Podríamos argumentar que son dos situaciones claramente diferentes. Mientras que en los primeros casos hablábamos del empleo de sustancias curativas, en estos últimos hemos cambiado a psicoactivas. Pero no estaríamos analizando la cuestión del modo adecuado. Porque ¿cómo diferencian los animales entre unas y otras? Evidentemente, no lo hacen. Ambos comportamientos son en esencia el mismo. Una tendencia hacia el uso de plantas y otras sustancias más allá de lo relativo a la mera alimentación que invita a pensar en la existencia de un impulso animal que fomenta la aparición de este tipo de hábitos.

¿Cómo casa esta reflexión con nuestra pregunta inicial? Y, recordemos, nos planteábamos cuándo y cómo había empezado a utilizar plantas medicinales el ser humano. Considerando la enorme cantidad de ejemplos de automedicación descritos en la naturaleza, parece lógico conceder esta capacidad a nuestros ancestros antes incluso del propio nacimiento del género Homo. Ellos también habrían contado con esa predisposición natural a la que acabamos de referirnos. A partir de ahí, no cabe duda de que la enorme curiosidad intrínseca que define nuestra especie pudo hacer el resto.
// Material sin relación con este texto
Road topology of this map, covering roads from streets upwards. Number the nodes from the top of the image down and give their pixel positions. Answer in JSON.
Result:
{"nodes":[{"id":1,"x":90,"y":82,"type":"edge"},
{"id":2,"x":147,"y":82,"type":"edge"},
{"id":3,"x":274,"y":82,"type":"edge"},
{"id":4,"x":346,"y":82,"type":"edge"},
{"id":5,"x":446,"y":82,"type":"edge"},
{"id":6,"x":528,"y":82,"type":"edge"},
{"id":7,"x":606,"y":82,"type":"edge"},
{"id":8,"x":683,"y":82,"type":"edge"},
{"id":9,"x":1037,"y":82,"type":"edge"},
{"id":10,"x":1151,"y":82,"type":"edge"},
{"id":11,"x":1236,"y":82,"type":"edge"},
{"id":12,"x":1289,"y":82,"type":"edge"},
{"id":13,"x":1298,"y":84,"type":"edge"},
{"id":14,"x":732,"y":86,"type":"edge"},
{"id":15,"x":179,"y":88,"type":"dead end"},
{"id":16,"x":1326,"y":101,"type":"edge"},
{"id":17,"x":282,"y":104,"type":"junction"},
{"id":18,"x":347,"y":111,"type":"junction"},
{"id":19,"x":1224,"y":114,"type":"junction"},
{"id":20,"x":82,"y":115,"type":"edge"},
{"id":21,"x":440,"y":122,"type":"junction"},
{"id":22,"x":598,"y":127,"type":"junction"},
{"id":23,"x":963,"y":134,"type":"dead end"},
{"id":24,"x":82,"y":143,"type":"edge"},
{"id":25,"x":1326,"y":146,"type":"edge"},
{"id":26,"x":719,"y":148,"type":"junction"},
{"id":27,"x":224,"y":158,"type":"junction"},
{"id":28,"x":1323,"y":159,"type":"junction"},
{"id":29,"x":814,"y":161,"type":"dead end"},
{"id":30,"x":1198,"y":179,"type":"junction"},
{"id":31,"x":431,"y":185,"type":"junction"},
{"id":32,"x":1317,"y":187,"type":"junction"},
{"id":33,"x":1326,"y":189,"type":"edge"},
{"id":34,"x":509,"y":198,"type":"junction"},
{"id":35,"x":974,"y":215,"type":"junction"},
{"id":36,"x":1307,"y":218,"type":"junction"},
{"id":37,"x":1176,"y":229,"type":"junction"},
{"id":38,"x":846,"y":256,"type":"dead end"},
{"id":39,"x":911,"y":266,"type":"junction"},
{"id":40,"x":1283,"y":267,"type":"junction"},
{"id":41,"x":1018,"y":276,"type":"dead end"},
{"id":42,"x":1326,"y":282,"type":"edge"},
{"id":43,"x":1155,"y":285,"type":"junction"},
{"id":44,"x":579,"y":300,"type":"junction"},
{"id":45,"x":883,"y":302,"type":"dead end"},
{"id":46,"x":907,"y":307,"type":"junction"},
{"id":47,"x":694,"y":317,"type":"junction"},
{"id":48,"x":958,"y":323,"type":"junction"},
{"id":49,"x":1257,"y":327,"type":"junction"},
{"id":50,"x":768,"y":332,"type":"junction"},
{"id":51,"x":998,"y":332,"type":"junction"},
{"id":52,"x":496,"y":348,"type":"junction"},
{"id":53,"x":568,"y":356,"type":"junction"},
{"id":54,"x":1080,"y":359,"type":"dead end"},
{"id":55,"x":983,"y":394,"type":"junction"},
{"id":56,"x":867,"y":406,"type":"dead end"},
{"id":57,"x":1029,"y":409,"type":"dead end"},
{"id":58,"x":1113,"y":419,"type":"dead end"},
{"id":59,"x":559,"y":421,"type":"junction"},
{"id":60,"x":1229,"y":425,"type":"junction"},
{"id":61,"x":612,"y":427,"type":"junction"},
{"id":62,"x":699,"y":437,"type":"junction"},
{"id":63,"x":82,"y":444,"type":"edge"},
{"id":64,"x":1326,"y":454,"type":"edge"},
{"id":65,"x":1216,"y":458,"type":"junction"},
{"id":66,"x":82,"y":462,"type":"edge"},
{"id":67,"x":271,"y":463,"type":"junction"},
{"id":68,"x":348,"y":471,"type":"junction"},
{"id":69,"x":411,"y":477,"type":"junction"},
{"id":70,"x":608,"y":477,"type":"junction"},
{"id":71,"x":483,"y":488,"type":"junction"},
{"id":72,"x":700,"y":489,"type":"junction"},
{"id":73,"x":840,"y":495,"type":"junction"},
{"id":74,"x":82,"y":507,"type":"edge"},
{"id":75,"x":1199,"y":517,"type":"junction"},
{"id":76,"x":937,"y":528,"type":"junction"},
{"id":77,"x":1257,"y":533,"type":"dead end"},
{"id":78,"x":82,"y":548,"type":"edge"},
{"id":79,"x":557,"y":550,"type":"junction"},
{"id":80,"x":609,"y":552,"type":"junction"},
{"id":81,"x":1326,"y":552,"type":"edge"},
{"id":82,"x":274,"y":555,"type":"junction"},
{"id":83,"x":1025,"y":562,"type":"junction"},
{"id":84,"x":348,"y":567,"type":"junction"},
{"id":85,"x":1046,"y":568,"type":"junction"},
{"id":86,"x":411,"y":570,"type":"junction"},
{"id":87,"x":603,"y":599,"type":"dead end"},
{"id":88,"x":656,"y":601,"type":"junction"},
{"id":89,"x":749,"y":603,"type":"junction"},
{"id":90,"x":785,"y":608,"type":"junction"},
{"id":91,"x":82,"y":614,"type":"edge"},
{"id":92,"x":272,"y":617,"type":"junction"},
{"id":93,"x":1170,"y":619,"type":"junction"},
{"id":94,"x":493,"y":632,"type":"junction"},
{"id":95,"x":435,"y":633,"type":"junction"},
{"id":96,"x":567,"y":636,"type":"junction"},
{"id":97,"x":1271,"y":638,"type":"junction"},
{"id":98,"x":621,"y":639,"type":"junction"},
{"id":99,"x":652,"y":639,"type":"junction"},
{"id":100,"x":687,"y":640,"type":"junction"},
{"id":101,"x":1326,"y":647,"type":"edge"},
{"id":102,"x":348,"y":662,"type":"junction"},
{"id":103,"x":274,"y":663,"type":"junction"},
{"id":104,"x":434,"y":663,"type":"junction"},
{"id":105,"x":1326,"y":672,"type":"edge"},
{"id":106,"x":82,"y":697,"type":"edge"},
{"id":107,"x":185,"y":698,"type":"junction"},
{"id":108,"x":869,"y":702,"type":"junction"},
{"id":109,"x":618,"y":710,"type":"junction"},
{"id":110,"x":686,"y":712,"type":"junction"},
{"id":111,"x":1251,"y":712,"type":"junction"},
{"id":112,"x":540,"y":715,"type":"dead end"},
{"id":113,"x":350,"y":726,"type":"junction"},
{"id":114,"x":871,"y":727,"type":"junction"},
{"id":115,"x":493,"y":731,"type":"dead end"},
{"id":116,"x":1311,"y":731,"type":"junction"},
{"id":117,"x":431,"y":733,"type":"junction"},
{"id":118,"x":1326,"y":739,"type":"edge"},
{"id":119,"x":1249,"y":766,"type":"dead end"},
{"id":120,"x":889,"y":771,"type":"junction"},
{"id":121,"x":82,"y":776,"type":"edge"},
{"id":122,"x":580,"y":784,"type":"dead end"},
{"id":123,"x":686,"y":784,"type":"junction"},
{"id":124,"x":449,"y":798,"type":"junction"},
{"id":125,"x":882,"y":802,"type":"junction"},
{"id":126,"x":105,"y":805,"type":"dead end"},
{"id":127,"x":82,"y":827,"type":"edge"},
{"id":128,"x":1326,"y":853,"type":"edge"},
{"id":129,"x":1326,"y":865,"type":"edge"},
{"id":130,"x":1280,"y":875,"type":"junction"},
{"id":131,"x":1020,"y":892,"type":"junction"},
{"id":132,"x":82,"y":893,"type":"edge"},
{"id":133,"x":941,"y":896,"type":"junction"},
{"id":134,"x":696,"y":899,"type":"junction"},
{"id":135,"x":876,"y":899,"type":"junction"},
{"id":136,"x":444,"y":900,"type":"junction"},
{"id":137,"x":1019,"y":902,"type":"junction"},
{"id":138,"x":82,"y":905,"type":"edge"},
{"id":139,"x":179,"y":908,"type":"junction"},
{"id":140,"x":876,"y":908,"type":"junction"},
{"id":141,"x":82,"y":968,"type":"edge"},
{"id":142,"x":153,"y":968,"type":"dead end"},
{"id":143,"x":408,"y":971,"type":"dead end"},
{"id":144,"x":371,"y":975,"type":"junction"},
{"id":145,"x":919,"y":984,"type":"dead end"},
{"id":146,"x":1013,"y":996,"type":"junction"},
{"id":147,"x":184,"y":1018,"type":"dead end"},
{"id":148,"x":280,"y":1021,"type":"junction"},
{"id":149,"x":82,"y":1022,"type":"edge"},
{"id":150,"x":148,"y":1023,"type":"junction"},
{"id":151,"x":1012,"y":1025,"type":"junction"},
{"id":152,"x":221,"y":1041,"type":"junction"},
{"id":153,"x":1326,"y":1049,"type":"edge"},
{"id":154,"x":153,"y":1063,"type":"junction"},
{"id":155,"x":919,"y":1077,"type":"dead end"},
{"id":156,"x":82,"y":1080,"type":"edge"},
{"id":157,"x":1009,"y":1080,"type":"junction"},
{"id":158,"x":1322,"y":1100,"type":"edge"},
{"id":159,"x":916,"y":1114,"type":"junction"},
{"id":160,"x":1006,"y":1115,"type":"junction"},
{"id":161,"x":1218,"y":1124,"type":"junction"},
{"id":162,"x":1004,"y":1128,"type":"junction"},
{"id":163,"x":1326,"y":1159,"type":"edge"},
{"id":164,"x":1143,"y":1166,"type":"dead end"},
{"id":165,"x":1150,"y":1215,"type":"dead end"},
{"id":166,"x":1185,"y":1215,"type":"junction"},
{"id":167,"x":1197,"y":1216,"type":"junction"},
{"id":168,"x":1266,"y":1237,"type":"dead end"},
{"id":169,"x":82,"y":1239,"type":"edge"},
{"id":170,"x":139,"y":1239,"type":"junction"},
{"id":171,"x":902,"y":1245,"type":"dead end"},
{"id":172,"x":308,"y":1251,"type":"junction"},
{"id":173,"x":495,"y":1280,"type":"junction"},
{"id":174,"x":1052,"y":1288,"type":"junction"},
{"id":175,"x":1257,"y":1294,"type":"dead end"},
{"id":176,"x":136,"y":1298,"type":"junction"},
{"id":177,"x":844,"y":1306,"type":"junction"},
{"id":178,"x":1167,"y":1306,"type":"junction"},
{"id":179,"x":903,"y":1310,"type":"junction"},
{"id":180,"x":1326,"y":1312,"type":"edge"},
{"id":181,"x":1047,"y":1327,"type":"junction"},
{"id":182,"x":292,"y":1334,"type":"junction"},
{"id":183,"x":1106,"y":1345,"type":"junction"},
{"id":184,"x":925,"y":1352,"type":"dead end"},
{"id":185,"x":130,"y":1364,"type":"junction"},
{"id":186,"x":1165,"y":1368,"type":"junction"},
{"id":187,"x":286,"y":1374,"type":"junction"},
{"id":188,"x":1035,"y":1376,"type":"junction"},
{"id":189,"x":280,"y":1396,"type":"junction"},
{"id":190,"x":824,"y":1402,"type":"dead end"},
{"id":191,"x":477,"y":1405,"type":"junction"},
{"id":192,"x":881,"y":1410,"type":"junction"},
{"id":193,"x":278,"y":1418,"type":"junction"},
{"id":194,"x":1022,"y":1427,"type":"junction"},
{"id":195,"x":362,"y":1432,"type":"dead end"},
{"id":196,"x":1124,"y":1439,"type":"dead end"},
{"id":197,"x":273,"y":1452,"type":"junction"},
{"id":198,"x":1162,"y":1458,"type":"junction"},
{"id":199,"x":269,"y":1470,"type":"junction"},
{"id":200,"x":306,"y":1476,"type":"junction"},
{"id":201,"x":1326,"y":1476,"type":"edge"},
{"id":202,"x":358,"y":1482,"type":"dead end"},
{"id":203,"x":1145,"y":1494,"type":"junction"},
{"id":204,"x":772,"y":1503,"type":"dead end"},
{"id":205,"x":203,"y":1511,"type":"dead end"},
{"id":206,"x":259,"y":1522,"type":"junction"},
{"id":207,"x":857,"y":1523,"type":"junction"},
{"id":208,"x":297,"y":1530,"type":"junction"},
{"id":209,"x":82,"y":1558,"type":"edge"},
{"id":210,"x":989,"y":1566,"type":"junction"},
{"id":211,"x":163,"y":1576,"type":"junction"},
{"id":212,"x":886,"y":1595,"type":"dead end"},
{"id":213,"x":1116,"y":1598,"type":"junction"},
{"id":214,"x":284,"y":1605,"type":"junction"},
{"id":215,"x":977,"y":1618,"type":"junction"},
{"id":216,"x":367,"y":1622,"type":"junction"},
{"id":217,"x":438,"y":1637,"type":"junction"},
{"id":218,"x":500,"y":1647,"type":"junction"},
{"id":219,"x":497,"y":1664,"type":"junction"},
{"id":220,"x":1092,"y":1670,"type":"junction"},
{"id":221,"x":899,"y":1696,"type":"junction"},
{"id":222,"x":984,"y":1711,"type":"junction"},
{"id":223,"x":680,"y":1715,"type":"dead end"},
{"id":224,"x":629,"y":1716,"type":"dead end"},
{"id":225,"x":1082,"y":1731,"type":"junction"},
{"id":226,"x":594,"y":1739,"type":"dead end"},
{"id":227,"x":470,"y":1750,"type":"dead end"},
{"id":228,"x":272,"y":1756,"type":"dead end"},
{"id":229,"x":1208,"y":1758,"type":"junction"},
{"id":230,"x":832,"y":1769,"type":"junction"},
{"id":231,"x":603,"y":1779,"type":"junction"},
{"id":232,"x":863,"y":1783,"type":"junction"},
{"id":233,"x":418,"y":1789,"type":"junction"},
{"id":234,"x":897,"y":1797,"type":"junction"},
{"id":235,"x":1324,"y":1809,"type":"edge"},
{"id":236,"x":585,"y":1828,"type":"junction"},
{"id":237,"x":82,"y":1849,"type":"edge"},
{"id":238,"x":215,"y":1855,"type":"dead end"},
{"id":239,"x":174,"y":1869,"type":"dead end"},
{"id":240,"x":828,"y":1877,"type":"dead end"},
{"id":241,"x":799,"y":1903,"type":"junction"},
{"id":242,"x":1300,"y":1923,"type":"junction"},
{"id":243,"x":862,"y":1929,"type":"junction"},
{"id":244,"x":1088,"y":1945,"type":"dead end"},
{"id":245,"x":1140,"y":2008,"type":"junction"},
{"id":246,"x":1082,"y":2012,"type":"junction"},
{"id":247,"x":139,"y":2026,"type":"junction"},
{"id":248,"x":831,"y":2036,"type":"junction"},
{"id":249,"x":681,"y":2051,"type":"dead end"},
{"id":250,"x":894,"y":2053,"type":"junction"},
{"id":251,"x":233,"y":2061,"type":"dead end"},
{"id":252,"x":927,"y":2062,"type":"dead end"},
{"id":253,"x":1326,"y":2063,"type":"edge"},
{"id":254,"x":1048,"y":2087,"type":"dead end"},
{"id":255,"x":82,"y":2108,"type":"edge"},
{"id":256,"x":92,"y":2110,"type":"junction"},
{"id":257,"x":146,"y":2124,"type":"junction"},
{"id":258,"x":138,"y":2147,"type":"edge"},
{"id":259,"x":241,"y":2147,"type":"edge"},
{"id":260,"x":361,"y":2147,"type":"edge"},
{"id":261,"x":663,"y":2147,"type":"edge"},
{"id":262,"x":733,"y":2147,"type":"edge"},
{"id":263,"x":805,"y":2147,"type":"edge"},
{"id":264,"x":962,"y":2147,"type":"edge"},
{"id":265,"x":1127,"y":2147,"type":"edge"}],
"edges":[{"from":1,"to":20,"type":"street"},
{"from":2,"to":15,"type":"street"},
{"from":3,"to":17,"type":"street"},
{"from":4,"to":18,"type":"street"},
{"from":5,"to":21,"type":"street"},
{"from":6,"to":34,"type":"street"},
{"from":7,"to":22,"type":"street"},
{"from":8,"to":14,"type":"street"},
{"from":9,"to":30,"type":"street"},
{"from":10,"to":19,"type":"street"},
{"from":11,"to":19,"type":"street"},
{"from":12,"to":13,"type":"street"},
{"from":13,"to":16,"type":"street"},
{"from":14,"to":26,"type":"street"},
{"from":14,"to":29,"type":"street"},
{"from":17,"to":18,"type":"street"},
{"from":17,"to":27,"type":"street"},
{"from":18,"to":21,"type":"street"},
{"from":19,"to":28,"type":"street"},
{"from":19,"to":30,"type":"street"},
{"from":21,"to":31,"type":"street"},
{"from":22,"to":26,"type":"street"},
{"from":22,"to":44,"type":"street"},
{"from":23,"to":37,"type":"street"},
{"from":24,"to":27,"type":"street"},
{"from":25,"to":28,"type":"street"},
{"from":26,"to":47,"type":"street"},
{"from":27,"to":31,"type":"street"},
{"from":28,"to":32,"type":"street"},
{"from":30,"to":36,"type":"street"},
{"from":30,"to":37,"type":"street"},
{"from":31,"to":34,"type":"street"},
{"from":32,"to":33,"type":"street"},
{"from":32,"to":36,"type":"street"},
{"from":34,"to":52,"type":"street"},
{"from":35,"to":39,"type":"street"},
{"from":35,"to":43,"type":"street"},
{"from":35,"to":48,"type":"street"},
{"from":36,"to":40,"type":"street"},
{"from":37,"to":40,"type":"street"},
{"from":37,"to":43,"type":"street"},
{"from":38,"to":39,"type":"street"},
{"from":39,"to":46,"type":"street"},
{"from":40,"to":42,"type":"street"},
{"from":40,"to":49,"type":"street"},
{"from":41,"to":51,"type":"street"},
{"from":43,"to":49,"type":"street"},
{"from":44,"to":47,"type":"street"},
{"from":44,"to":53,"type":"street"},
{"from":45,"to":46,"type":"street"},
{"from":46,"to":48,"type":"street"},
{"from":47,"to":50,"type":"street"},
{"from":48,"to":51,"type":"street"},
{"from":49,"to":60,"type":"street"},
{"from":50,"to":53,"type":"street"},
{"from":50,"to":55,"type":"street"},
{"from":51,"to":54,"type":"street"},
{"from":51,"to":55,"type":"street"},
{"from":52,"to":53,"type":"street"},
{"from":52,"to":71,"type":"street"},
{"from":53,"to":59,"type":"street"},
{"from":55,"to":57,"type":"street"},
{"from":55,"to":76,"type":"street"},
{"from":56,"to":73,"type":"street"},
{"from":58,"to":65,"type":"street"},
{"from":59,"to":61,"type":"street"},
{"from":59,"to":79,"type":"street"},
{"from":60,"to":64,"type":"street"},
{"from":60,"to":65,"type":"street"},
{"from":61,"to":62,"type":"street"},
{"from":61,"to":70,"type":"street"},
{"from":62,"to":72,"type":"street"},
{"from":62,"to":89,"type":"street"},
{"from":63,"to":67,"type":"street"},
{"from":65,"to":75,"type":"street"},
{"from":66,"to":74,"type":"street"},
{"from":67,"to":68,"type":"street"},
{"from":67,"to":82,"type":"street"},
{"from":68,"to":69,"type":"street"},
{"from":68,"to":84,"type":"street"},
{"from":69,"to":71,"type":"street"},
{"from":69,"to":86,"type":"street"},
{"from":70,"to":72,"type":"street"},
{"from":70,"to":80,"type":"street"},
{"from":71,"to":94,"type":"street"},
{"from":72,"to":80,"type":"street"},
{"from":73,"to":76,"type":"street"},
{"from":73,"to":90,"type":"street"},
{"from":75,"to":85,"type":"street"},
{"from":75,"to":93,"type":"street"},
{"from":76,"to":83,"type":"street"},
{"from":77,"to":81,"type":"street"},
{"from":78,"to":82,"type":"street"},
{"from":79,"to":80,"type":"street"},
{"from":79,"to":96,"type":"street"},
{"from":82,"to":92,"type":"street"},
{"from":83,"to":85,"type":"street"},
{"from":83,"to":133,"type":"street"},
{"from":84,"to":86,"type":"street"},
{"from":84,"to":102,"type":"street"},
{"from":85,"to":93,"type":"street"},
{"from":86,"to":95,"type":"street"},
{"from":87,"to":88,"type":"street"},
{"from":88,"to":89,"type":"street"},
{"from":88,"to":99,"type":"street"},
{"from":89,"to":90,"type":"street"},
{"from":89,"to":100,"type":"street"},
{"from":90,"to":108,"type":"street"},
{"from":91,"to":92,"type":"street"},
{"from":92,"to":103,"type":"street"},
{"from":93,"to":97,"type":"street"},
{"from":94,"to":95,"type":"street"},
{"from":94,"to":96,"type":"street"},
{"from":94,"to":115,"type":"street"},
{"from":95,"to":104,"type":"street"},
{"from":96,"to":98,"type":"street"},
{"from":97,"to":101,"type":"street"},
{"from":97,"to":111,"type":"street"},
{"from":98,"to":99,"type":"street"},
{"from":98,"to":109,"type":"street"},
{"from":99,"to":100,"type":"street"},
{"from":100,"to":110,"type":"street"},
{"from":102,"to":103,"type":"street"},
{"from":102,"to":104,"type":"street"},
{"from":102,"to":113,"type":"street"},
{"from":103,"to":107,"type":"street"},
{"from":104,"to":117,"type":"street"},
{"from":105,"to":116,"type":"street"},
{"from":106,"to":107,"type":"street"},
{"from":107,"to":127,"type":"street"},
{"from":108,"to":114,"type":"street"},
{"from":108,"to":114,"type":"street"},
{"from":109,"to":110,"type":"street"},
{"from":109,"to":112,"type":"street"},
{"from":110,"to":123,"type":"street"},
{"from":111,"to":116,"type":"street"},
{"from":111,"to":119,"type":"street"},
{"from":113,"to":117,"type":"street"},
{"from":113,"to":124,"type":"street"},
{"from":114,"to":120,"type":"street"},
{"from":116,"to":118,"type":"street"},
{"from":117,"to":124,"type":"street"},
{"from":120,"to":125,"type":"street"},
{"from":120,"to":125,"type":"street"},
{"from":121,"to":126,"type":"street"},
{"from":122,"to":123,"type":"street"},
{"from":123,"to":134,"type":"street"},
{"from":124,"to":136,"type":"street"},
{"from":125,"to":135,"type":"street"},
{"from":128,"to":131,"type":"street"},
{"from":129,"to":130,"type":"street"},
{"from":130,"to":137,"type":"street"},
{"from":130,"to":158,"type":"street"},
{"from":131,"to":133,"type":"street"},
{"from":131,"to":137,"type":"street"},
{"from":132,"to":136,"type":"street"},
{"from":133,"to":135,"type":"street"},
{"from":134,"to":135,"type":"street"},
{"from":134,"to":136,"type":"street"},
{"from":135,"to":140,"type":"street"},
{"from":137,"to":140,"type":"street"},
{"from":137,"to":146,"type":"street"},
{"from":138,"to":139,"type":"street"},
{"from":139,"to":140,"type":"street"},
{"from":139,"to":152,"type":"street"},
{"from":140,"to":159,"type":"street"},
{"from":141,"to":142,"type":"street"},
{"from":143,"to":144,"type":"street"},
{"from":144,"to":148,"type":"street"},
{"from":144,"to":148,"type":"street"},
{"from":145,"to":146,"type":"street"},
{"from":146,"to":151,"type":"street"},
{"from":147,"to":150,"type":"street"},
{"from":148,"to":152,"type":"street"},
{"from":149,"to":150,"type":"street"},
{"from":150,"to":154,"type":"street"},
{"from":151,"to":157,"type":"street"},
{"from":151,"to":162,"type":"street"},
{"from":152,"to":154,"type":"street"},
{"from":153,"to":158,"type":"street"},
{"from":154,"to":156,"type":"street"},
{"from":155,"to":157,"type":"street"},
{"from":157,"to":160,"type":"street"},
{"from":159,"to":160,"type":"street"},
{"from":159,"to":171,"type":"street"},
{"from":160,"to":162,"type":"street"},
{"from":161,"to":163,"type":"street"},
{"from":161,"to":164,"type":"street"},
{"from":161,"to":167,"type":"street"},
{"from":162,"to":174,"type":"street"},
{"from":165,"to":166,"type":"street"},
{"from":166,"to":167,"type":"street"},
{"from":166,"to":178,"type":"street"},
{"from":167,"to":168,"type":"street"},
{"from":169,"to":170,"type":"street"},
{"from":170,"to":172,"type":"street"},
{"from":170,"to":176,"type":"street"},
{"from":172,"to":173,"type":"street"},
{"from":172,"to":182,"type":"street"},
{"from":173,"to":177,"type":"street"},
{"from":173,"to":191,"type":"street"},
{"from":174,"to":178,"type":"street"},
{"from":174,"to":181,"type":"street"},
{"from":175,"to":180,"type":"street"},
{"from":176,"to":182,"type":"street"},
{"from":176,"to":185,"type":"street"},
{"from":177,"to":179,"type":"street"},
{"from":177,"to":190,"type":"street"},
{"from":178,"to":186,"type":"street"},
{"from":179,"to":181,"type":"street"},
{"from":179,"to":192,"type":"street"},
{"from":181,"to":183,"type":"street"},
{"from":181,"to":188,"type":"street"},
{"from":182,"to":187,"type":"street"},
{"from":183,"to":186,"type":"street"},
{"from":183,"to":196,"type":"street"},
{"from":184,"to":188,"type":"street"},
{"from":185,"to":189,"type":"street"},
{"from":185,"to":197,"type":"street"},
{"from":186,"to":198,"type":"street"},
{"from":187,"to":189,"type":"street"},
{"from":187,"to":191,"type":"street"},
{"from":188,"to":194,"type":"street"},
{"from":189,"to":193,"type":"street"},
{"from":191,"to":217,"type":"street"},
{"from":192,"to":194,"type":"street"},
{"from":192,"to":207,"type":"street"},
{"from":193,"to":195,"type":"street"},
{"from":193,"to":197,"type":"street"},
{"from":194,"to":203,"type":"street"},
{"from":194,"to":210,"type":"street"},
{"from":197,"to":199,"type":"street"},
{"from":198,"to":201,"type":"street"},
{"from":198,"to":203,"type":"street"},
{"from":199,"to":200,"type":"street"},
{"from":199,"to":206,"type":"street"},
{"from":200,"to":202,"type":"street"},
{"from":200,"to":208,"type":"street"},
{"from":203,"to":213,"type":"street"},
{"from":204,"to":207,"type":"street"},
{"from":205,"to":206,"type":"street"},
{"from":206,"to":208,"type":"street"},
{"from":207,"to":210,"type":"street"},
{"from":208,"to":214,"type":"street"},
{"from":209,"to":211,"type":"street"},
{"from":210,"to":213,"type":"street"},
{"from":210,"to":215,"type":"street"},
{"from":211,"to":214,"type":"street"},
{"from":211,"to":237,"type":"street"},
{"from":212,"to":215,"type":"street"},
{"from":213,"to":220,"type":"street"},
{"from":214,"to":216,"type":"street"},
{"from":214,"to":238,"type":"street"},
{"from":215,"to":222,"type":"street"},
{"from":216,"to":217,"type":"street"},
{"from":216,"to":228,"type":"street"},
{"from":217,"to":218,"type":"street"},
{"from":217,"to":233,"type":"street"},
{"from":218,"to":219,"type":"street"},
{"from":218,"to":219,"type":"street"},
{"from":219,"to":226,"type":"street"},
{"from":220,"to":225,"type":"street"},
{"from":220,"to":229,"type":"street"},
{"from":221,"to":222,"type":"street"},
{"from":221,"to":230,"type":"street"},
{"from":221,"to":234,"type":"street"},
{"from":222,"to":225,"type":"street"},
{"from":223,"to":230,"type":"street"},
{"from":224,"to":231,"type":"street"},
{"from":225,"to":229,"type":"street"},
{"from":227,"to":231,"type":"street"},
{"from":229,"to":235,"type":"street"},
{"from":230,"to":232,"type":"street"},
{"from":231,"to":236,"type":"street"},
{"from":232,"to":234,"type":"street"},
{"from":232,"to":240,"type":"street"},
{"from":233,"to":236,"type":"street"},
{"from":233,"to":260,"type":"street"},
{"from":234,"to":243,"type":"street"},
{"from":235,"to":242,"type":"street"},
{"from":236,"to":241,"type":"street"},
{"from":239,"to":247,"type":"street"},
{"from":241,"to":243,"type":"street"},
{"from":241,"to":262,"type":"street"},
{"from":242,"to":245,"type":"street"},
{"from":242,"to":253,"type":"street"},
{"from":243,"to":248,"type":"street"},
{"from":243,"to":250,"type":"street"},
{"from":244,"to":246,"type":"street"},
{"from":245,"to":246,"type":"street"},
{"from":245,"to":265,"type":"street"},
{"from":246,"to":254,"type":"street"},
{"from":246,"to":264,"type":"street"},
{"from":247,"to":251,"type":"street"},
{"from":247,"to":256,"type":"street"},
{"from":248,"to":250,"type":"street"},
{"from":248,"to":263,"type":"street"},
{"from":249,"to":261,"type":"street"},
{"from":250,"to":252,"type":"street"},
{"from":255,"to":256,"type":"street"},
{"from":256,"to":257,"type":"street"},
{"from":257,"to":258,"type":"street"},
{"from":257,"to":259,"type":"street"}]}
Gracias a los distintos mecanismos de adquisición de conocimientos que poseemos, como el ensayo prueba y error y la observación de las prácticas de otros animales, fuimos perfeccionando nuestras destrezas a la hora de cuidar de nuestra salud. Más tarde llegarían el método científico y los experimentos controlados. Y aquí estamos, teorizando sobre la posibilidad de alcanzar esperanzas de vida por encima de los cien años.